Even with these emotions, every day I take my personal experience and my passion to work for Atlanta Public Schools kids. As the executive director of Atlanta Thrive, a parent-led organization whose mission is to disrupt the inequities in public education, I’ve seen first-hand the challenges that exist in APS communities. Our dedicated group of advocates has knocked on more than 10,000 doors across Atlanta listening to the concerns of parents, and beyond trying to figure out where to get food and the internet, we all have questions about what’s next for our children’s learning when the 2020-2021 school year starts. It’s good to know that you have worked in APS communities south of I-20 where the virus is hitting people the hardest.
As I’m sure you already know, the loss of these weeks of in-person instruction will only amplify the 60% achievement gap between black and white students in APS. As research predicts, black and brown students will fall behind even more than their white classmates because of this time out of the classroom. And they are stuck in schools that were failing even before the pandemic. Because of this, I know parents will support you to:
1. Engage us even more than the administration has before, particularly now while we are more active in our children’s education.

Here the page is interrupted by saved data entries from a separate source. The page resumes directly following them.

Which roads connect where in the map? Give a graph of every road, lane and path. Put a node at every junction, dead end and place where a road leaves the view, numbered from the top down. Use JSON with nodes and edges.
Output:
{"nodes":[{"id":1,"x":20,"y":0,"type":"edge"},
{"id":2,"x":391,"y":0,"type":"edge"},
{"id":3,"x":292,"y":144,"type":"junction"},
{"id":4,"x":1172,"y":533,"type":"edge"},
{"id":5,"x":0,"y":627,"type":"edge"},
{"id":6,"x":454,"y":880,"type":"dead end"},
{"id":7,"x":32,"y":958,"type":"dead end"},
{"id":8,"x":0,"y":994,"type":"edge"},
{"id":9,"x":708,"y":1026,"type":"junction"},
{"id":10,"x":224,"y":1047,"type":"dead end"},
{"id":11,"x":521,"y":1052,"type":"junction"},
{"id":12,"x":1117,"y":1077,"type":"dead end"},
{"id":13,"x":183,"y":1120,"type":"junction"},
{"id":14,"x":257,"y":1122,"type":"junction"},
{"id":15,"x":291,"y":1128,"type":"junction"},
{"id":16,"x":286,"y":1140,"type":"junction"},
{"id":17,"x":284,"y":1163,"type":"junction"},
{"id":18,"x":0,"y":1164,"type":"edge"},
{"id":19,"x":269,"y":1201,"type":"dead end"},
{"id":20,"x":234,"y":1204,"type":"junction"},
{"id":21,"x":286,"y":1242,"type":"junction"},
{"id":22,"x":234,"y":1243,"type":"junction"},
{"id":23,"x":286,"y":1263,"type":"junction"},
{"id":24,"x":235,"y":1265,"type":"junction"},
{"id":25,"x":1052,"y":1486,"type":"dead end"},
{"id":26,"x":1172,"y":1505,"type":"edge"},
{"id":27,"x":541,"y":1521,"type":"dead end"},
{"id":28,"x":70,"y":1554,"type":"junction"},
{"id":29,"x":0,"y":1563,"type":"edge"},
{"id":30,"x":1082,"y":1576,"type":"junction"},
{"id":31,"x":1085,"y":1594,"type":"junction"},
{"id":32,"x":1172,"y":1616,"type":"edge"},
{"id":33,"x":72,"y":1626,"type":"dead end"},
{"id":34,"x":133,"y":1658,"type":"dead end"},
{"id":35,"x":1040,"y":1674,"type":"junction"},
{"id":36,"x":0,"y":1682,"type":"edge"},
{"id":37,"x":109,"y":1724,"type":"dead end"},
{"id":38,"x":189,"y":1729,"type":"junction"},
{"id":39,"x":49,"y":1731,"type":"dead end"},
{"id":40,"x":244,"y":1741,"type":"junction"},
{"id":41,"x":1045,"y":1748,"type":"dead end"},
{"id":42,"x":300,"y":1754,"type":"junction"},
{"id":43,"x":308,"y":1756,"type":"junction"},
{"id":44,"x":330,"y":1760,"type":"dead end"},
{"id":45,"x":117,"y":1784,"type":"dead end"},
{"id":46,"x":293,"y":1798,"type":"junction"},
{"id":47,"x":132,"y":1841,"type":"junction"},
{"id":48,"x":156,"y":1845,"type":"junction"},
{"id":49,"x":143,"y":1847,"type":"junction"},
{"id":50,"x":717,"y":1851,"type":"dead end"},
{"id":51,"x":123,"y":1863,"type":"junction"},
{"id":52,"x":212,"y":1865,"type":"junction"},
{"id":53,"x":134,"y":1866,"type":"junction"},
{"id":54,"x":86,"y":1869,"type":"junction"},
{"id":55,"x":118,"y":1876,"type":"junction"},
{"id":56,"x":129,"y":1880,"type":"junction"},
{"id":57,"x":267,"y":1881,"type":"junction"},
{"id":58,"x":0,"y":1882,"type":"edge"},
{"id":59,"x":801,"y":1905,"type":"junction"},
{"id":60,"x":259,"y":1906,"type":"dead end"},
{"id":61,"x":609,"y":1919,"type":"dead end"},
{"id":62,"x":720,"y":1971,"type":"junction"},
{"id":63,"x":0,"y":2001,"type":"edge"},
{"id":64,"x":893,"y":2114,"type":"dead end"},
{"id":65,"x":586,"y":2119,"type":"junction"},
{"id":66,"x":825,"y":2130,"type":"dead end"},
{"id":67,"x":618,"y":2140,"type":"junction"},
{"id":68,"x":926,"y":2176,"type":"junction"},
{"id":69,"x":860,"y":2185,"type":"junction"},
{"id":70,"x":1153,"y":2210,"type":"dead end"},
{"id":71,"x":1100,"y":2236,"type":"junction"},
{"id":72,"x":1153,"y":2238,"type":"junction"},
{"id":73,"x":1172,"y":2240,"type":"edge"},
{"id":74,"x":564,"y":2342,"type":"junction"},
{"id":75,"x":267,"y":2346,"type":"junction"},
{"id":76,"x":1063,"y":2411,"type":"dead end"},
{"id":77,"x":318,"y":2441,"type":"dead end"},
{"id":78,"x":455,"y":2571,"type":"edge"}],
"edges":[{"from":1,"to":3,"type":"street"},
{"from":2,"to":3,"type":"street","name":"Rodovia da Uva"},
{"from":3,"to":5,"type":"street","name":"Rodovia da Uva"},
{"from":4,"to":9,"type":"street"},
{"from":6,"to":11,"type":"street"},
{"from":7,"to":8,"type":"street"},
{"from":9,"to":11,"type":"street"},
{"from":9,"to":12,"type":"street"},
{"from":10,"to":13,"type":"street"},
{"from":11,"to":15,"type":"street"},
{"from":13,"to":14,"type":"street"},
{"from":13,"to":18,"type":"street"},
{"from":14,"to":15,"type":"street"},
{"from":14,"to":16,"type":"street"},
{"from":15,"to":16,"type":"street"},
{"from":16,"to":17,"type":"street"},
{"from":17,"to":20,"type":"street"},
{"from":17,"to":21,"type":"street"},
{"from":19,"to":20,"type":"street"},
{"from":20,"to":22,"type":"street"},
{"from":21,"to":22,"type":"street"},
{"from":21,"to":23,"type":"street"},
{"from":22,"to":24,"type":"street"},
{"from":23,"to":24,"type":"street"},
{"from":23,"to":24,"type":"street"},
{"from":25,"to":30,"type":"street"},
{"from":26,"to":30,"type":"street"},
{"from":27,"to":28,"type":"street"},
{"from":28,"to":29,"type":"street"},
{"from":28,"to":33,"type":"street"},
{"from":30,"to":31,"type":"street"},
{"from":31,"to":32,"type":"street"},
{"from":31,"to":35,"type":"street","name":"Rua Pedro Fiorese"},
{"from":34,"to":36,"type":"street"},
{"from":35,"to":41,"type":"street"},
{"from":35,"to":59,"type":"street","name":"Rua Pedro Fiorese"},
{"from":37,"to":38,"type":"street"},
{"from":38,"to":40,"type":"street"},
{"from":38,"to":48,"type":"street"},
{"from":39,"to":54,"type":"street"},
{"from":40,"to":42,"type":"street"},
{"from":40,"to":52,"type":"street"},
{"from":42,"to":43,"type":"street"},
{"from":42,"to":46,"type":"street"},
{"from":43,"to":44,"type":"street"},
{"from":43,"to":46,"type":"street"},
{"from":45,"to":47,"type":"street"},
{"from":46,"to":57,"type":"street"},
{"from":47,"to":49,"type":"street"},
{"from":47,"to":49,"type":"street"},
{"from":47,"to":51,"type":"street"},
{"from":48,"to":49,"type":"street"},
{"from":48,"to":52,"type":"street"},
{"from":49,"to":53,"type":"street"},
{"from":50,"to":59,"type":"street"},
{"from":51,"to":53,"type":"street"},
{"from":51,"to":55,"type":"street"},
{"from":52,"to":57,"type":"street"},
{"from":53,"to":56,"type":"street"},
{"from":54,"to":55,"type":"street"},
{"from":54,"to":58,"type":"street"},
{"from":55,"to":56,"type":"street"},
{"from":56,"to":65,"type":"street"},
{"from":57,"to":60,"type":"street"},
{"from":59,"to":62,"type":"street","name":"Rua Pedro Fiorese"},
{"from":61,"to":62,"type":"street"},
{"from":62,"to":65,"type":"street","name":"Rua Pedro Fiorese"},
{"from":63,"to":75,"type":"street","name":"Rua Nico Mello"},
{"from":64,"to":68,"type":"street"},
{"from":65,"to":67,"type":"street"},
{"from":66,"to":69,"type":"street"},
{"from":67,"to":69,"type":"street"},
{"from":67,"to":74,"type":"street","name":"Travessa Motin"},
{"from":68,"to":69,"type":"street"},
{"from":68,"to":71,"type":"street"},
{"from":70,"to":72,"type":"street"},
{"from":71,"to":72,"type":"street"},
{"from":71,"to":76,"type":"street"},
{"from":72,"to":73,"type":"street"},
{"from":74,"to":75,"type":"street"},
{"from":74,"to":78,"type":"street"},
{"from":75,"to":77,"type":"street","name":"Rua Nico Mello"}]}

2. Strengthen measures for transparency and accountability with timelines for intervening failing schools. Parents deserve to know what defines a high-quality school and how their schools are performing.
3. Develop new initiatives and out-of-the-box strategies to close the achievement gap, since we know that a one-size-fits-all approach won’t work due to the vast disparities across the city.
Dr. Herring, you stepped into a difficult job. Most of our kids were falling behind before this global crisis. Together, with parents serving as the experts on our children and you as our educational system expert, we will get our kids through this crisis. We look forward to hearing your plan, and even more so, are here to help you create it. Your success is our kids’ success. And we are committed to having our children succeed.